As with all nationalisms, the new Turkish model needs outside foes against which to define itself, and perhaps the most significant of these today is Israel. The raid by the Israeli Defence Force on the Turkish aid ship bound for Gaza in 2010 caused widespread public and political outrage, and the Turkish-Israeli relationship has since deteriorated to such a degree that Turkey has almost entirely suspended political, military and economic ties with Israel. Owing to the widespread popular support for the government on this issue, the AKP has no motivation to desist; indeed one could argue that it may even have an interest in prolonging the dispute.
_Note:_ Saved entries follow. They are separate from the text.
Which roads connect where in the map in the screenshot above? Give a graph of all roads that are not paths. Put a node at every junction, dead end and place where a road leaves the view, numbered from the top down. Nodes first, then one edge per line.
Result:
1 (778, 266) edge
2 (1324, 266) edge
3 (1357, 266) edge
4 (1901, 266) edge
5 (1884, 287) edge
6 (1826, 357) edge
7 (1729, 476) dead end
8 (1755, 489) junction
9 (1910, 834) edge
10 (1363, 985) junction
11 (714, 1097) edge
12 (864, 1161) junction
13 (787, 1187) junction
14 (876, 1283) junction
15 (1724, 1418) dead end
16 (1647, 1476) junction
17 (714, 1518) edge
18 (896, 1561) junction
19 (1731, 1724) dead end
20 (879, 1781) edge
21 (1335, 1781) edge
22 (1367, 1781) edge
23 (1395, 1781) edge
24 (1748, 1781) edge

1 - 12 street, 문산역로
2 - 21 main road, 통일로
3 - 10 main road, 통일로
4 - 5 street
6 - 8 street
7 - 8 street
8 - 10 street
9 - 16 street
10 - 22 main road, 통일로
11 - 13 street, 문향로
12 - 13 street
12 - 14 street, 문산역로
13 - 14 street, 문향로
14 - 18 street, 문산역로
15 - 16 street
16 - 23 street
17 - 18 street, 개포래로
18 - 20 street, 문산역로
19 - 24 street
The situation clearly illustrates how far popular Turkish nationalism has shifted: a hitherto unheard-of instance of secular nationalism and emotional religious indignation uniting in a common cause.
Nationalism and religion have been the two primary energising forces in Turkish society for almost a hundred years, even if one has always dictated to the other. The current Turkish government’s rhetoric manages to appeal to both impulses, and that’s why it’s such a powerful brew.